The issue with the Collinsworth–Garrett booth (besides the nepotism angle, which is also an issue with Eagle but is at least less certainly the reason for his stature at NBC) is that both guys are goobers. One goober is fine, especially as an analyst. Two is tough. I have no problem with Jac Collinsworth on the sideline or involved in pretty much any capacity other than play by play, and as always, from everything we know he is a really nice guy. But. Jac Collinsworth single-handedly takes the fun out of watching highlights from that Clemson win last year, and a big part of it is the hard–to–control piece of how his voice sounds. (We at The Barking Crow can empathize with this—NIT Stu was told on TikTok two years ago that he sounds like Roland Schitt, and the commenter was perfectly correct.)
NBC needs to get Collinsworth out of the play by play role, and the fact Eagle was able to do such a great job with so little time to prepare now gives all of us clamoring for a switch a great replacement towards which to point. I don’t care if Collinsworth calls the Tennessee State and Central Michigan games. But for Ohio State and USC, he needs to be out of there. It’s even more offensive than if a retiring athletic director locked his successor into an inexplicably long apparel deal with the company for whom his son works.
This Week
The volleyball team went 1–1 in Lubbock, beating Wichita State but losing to Texas Tech, each of whom is unranked and did not receive votes in the AVCA poll. They’ll go to Pennsylvania this weekend to play Villanova and Santa Clara in something billed as the Catholic Challenge. Neither of those teams is in the top 25 picture either.
The women’s soccer team whooped Butler and had a nice comeback tie against Arkansas, who’s right around the Irish in the coaches poll for that sport (top 15 territory). They play Sunday this week on the road against Michigan State. The game will be on Big Ten Network at 1:00 PM EDT. Michigan State is also right around our women in the rankings.
The men’s soccer team tied Indiana and bullied IUPUI. The Hoosiers are seen as a national title contender, so even playing at home, that’s a good result which could do big things for our RPI number down the line. We’ve got Northern Illinois on Friday night, also at home. That’ll be on ACC Network X.
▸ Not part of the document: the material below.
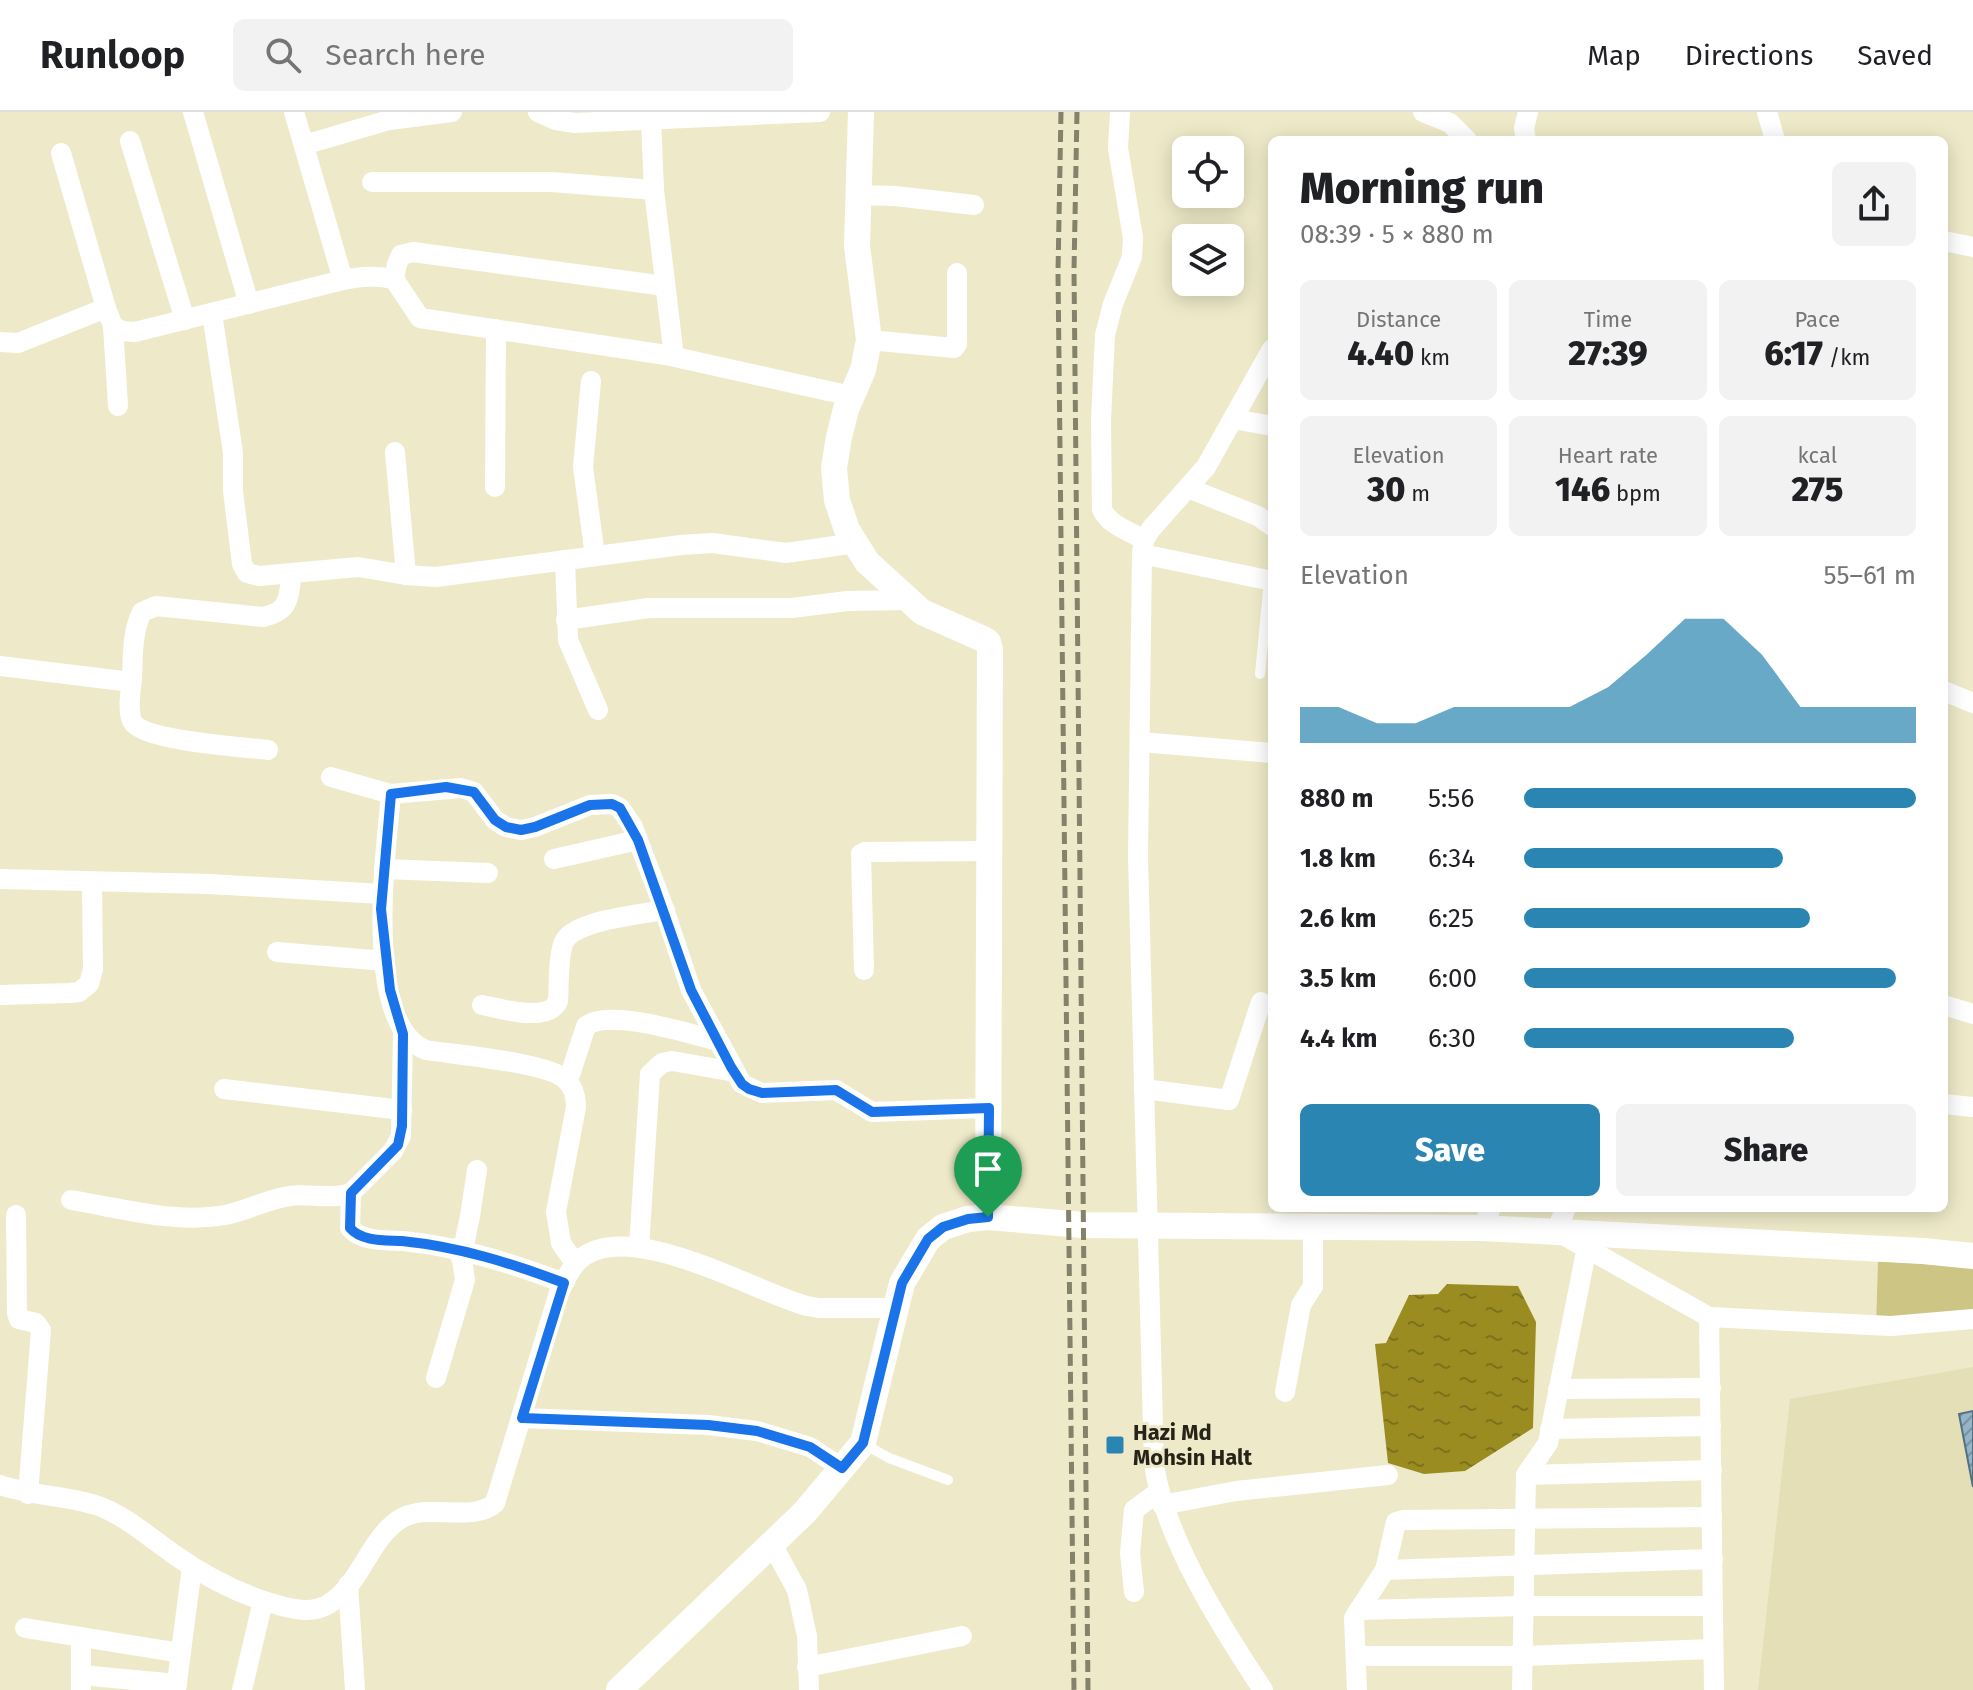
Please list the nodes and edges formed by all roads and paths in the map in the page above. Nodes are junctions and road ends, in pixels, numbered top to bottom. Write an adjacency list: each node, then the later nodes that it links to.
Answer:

The cross country programs begin their seasons on Friday at Valparaiso, running in the Crusader Invite. No polls are out yet on the conference or national level, but Carter Solomon returns for the men’s team to defend his ACC individual title, and Josh Methner, who finished tenth at the ACC meet, also returns. For the women’s team, Olivia Markezich returns after finishing third in the ACC meet last year, and Siona Chisholm returns after finishing seventh, but beyond those two there’s going to be a lot of turnover from last year’s ACC runners up.